## [Work request]
Would you output, exactly as written, the line with "<div><b>12:03</b><p>Arrival</p></div>" and all lines after it to the end of the data below, and no others?

------------------------------------

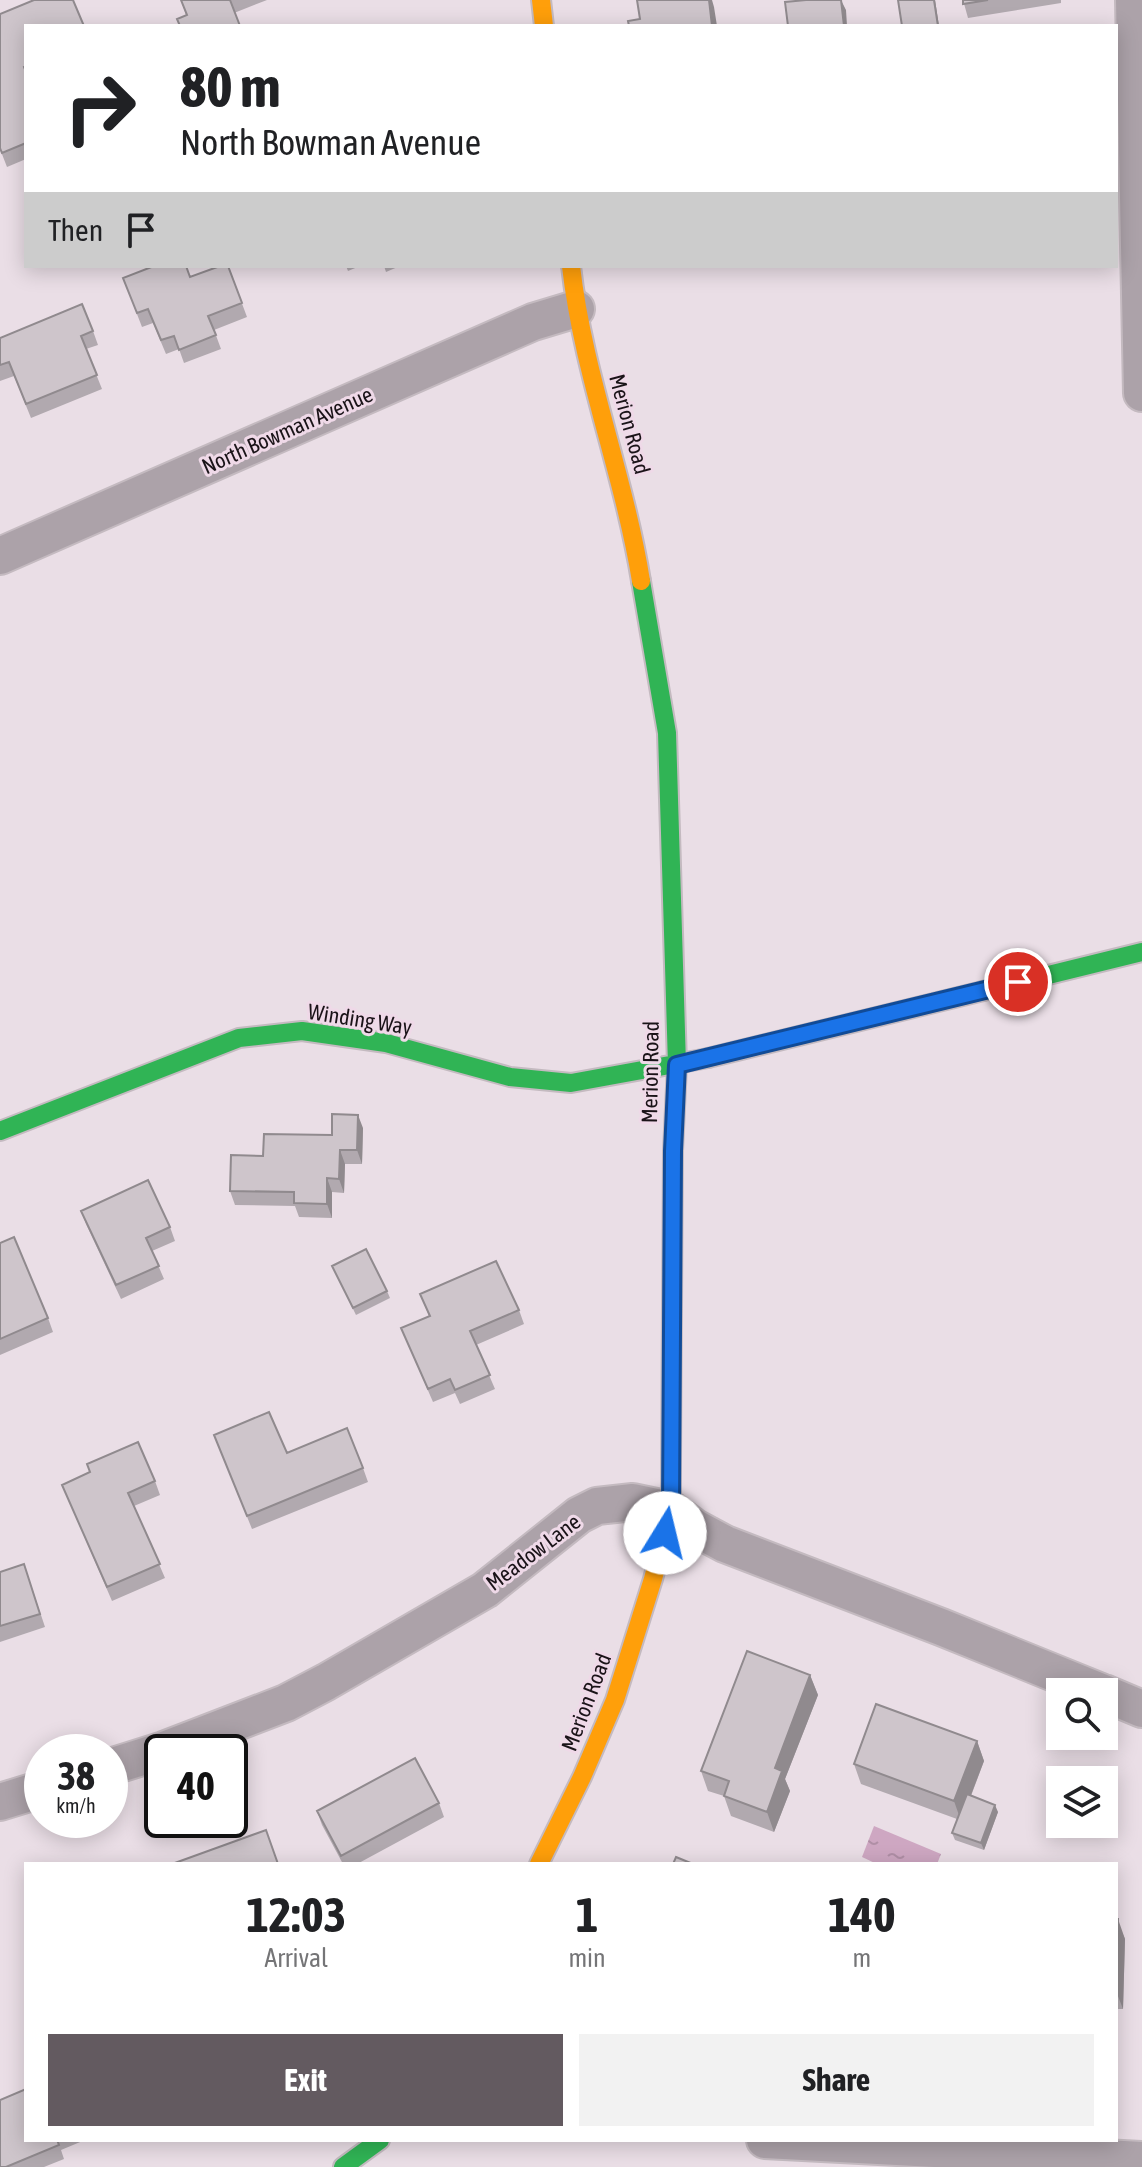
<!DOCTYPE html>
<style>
:root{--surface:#fff;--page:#f2f2f2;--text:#202124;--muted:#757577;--accent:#635a60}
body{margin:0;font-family:"Asap Condensed",sans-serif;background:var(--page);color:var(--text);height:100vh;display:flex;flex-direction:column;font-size:30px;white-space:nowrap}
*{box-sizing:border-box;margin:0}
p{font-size:26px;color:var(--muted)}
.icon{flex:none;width:44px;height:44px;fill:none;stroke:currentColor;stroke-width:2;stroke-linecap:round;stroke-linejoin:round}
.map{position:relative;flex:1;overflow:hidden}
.drawer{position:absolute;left:24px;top:1862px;width:1094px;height:280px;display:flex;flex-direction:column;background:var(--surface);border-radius:0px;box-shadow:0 4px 20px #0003}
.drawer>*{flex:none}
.guide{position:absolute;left:24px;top:24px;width:1094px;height:244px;border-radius:0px;box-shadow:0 4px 20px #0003;background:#fff;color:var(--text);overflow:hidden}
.controls{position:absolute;left:1046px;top:1678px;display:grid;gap:16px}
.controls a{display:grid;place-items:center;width:72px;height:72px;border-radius:0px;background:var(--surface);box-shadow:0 4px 20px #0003;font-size:40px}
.speed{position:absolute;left:24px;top:1734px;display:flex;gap:16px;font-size:40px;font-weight:700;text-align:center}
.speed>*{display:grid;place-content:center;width:104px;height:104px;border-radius:50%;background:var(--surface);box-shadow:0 4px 20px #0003;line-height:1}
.speed small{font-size:20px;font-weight:400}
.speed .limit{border:4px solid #111;border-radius:12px;background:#fff;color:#111}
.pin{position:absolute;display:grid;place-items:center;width:68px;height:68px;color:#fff;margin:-34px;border:4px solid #fff;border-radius:50%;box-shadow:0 2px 8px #0007}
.me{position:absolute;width:88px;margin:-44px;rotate:9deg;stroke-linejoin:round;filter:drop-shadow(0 0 6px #0008)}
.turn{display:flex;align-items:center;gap:28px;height:168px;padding:0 24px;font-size:36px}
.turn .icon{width:104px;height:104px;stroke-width:2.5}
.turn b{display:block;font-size:56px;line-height:68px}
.then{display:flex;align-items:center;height:76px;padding:0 24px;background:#0003;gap:16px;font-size:30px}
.eta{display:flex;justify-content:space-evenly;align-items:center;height:136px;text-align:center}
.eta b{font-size:48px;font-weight:700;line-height:56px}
.button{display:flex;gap:16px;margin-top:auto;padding:16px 24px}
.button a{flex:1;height:92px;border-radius:0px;background:var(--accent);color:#fff;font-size:32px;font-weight:700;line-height:92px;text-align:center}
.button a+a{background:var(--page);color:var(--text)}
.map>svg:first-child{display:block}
</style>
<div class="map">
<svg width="1142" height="2167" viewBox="0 0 1142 2167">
<defs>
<pattern id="water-ripples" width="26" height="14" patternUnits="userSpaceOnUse" patternTransform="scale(2)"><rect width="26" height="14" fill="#cea7c2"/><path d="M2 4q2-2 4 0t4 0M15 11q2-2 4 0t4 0" fill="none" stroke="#b08fa6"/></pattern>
</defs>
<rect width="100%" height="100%" fill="#eadee6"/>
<!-- water -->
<path fill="url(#water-ripples)" d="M874 1826 941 1854 937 1864H877L862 1857Z"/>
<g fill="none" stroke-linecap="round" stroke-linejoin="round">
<defs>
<path id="street" d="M1134 0 1142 393
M0 556 533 322 576 309
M1104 1693 1142 1709
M110 1767 164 1750 286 1703 326 1682 485 1590 579 1515 597 1506 633 1502 671 1510 695 1528 725 1544 941 1627 1101 1692
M0 1802 42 1789
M765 2140 1142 2160"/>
<path id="fast" d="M641 581 667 733 677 1065 673 1151 671 1460
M983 991 1142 952
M0 1131 239 1038 302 1031 386 1043 510 1077 571 1083 708 1058
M343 2167 380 2140"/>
<path id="slow" d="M541 0 544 26
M571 266C583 373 624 475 641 581
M708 1058 983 991
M539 1864 582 1777 615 1700 653 1579 671 1510V1460"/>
</defs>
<!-- street casing -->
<use href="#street" stroke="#c4bac0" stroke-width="40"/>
<!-- fast casing -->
<use href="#fast" stroke="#c4bac0" stroke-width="22"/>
<!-- slow casing -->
<use href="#slow" stroke="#c4bac0" stroke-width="22"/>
<!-- street -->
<use href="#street" stroke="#aca2a9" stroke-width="36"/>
<!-- fast -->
<use href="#fast" stroke="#30b455" stroke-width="18"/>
<!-- slow -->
<use href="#slow" stroke="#ff9f0a" stroke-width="18"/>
</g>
<!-- wall -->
<path fill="#b1a9af" d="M181 0H267L234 13 186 15Z
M963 0H1061V3L968 18Z
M26 26V159L7 167 0 149Z
M228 266 247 317 214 330 221 349 184 363 179 349 166 354 153 323 142 327 123 278 190 277Z
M346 266H360L348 271Z
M384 266H400L386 272Z
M93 331 98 345 86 349 102 389 31 418 14 376 0 381V338Z
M363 1128 362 1164H345L344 1193 332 1192V1218L299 1217 295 1206 235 1205 230 1191 263 1156 332 1135Z
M81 1211 170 1227 175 1241 152 1251 164 1279 121 1299 86 1224Z
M0 1243 48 1318 53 1332 0 1355Z
M332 1266 387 1291 390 1298 356 1315Z
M420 1294 519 1310 524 1324 476 1345 495 1389 460 1404 455 1393 433 1402 401 1328 429 1316Z
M214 1435 287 1453 363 1468 368 1482 252 1529Z
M155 1481 160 1495 134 1506 165 1578 112 1601 62 1485Z
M24 1564 45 1627 0 1642V1572Z
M810 1675 818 1695 785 1779 790 1791 774 1832 731 1816 724 1796 708 1791 701 1771Z
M977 1741 984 1761 971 1796 998 1812 984 1850 955 1840 952 1833 957 1819 861 1784 854 1764Z
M439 1803 444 1817 357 1864H343L322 1825 317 1811Z
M1116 1919 1125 1939 1123 2009H1116Z
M26 2140H85L61 2150 64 2159 44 2167H0Z"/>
<!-- shaded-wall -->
<path fill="#908a8e" d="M709 0H712L714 7 717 26H712Z
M841 0 846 10 847 26H844Z
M934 0H935L939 26H938Z
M358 1115 363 1128 362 1164 357 1150Z
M340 1150 345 1164 344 1193 339 1179Z
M327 1178 332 1192V1218L327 1204Z
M810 1675 818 1695 785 1779 790 1791 774 1832 767 1812 775 1768Z
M977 1741 984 1761 961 1821 954 1801Z
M995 1805 998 1812 984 1850 981 1843Z
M1118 1919 1125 1939 1123 2009 1116 1991Z"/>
<!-- building -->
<path fill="#cec5cb" stroke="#908a8e" stroke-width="2" d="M34 0H73L84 26H26V66L24 67 26 72V143L2 153 0 148V14Z
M181 0H230L240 26H180L177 19 187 15Z
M637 0H709L712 26H629L628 21 640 19Z
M806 0H841L844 26H788L785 2Z
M898 0H934L938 26H902Z
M963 0H988L963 4Z
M154 266H186L190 277 220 266H228L242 303 208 316 216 335 179 350 174 336 161 340 148 309 137 313 123 278Z
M82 304 93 331 81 336 97 375 26 404 9 362 0 365V338Z
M332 1114 358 1115 357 1150H340L339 1179 327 1178V1204L294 1203V1192L230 1191 231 1155 263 1156 264 1134 332 1135Z
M148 1180 170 1227 146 1238 159 1266 116 1285 81 1211Z
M14 1237 48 1318 0 1339V1243Z
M366 1249 387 1291 353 1308 332 1266Z
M496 1261 519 1310 470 1331 490 1375 455 1390 450 1379 428 1389 401 1328 430 1316 420 1294Z
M269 1412 287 1453 347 1428 363 1468 247 1516 214 1435Z
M138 1442 155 1481 128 1493 160 1564 107 1587 62 1485 90 1472 87 1464Z
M24 1564 40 1614 0 1626V1572Z
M747 1651 810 1675 775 1768 782 1771 767 1812 724 1796 729 1781 701 1771Z
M876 1704 977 1741 954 1801 854 1764Z
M415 1758 439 1803 341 1856 317 1811Z
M967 1794 995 1805 981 1843 952 1833Z
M266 1830 278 1864H172Z
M676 1857 693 1864H673Z
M1116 1919H1118L1116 1971Z
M26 2089V2140H57L59 2145 6 2167H0V2100Z"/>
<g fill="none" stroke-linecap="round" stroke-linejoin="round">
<defs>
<path id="route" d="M665 1533 671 1510 673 1151 677 1065 1018 982"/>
</defs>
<!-- route casing -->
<use href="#route" stroke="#114b97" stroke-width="20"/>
<!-- route -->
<use href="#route" stroke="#1a73e8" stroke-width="14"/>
</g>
<g text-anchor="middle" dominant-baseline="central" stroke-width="6" stroke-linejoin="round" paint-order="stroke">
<!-- street labels -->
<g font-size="22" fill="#1a1318" stroke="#efd9e8">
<text transform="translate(630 424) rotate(75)">Merion Road</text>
<text transform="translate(287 430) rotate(-24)">North Bowman Avenue</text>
<text transform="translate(360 1019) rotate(9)">Winding Way</text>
<text transform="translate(650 1072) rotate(-89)">Merion Road</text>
<text transform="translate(533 1552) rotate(-37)">Meadow Lane</text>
<text transform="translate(586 1702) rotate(-69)">Merion Road</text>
</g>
</g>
</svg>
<div class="controls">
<a><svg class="icon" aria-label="search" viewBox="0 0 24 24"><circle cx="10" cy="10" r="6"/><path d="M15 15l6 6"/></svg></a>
<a><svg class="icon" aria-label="layers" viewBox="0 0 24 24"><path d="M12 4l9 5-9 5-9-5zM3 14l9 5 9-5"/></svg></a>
</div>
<div class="speed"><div>38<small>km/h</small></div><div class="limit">40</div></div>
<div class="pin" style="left:1018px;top:982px;background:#d93025"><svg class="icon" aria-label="arrive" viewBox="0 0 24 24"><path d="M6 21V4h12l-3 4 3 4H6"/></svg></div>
<svg class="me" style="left:665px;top:1533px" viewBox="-20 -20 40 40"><circle r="19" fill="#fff"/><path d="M0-13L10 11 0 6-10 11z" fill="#1a73e8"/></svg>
<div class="guide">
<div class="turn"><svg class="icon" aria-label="right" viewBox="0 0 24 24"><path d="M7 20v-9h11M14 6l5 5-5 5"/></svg><div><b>80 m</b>North Bowman Avenue</div></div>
<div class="then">Then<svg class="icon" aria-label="arrive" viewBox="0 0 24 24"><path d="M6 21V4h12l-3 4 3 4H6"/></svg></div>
</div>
<section class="drawer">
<div class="eta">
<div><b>12:03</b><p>Arrival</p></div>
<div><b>1</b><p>min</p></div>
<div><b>140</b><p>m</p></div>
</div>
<div class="button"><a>Exit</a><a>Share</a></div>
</section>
</div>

------------------------------------

## [Exercise result]
<div><b>12:03</b><p>Arrival</p></div>
<div><b>1</b><p>min</p></div>
<div><b>140</b><p>m</p></div>
</div>
<div class="button"><a>Exit</a><a>Share</a></div>
</section>
</div>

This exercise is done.